An Analysis of the University of Nebraska System
by Richard Vedder

Today, the Platte Institute is releasing its latest policy study analyzing the University of Nebraska System. Specifically, the analysis examines three things:

1) How the system compares to other similar institutions, particularly in graduation rates and tuition prices.

2) The causes behind tuition increases in higher education today.

3) How much the system receives in state appropriations and where that money goes.

When it comes to tuition, what is happening in Nebraska with respect to college costs is, to a considerable extent, merely a reflection of the serious inflation in those costs at the national scale. College tuition and fees have increased dramatically more than overall consumer prices over the last three decades. In inflation-adjusted terms, tuition fees are nearly triple what they were 30 years ago.
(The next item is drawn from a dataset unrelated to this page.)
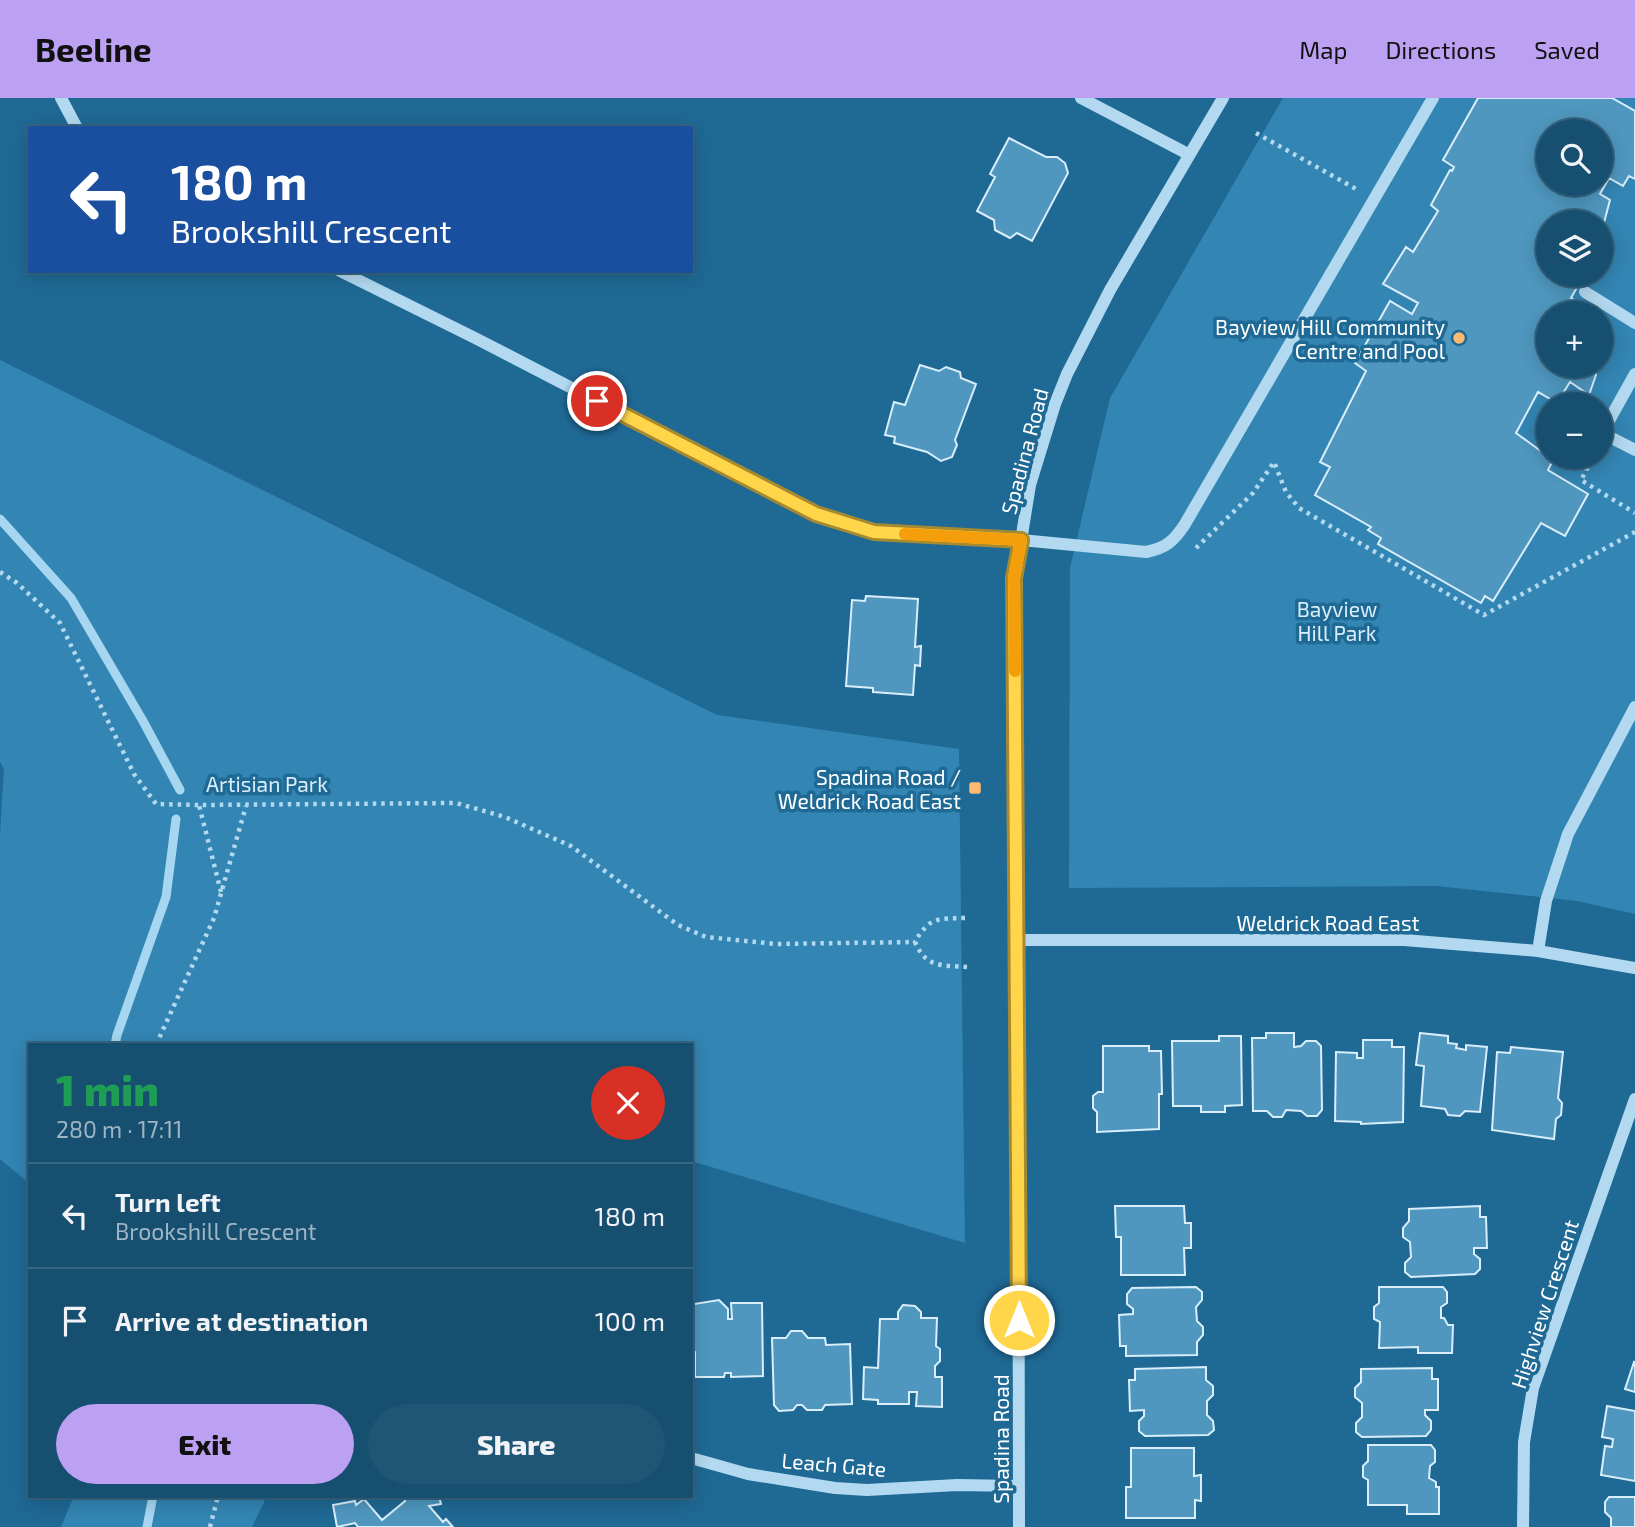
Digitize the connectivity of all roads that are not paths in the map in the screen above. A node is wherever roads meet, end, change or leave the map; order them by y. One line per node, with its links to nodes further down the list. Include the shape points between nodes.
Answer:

In 1960, roughly one percent of the national output (as measured by the gross domestic product, or GDP) went for higher education, whereas today it is over three times as much.

From 1999-2000 to 2009-10, tuition and fees at public four-year institutions (a category which includes the University of Nebraska System) increased at an average rate of 4.5 percent every year. Overall, from 1976 to 2010, the average annual growth rate for undergraduate tuition at public four-year universities was 3.3 percent a year, considerably more than the annual growth rate in tuition at private four-year institutions, which was only 2.7 percent a year. Similarly, the rise in tuition has outpaced growth in median incomes in the United States. In 1976 the typical American household needed only 10 percent of its income to pay for a year of undergraduate collegiate education; by 2009, that number increased to around 25 percent. This upward trend in tuition prices relative to incomes surely cannot continue indefinitely into the future at the same rate they have in the past decade-if it does, then by 2100, college tuition will exceed median incomes.

While there are varying claims for why tuition is rising at such a rapid rate, almost everyone agrees that third party payments are widespread, permitting colleges to raise fees more than they would otherwise. Also, the non-profit nature of most higher education reduces the incentive to reduce costs. The lack of a well-defined "bottom line" and the dearth of detailed and precise information on educational outcomes make it difficult to achieve efficiency. Other causes often cited as cost-drivers include resource rigidities resulting from lifetime employment contracts and huge capital expenditures, dubious managerial control and governance procedures, high barriers to entry imposed by accreditation and other rules, the impact of soaring federal student assistance programs, the enormous cost of some graduate programs, and a "academic arms race" that includes expensive facilities such as deluxe housing and amenities such as climbing walls.  The list goes on and on, and the trends seem to be common across the country.

At the University of Nebraska, in-state undergraduate tuition has been somewhat lower than at the peer institutions, with UNK 17 percent lower than its peers, UNO 8 percent lower, and UNL 21 percent lower than its peer institutions. However, these are only the published or "sticker," tuition prices, which do not account for tuition discounting and financial aid in determining the actual amount of money students pay to attend college or the amount of revenues colleges and universities collect from tuition. Subtracting institutional aid and discounting from the "sticker" tuition is the important metric, because that yields the amount of tuition revenue actually received by the institution.[1]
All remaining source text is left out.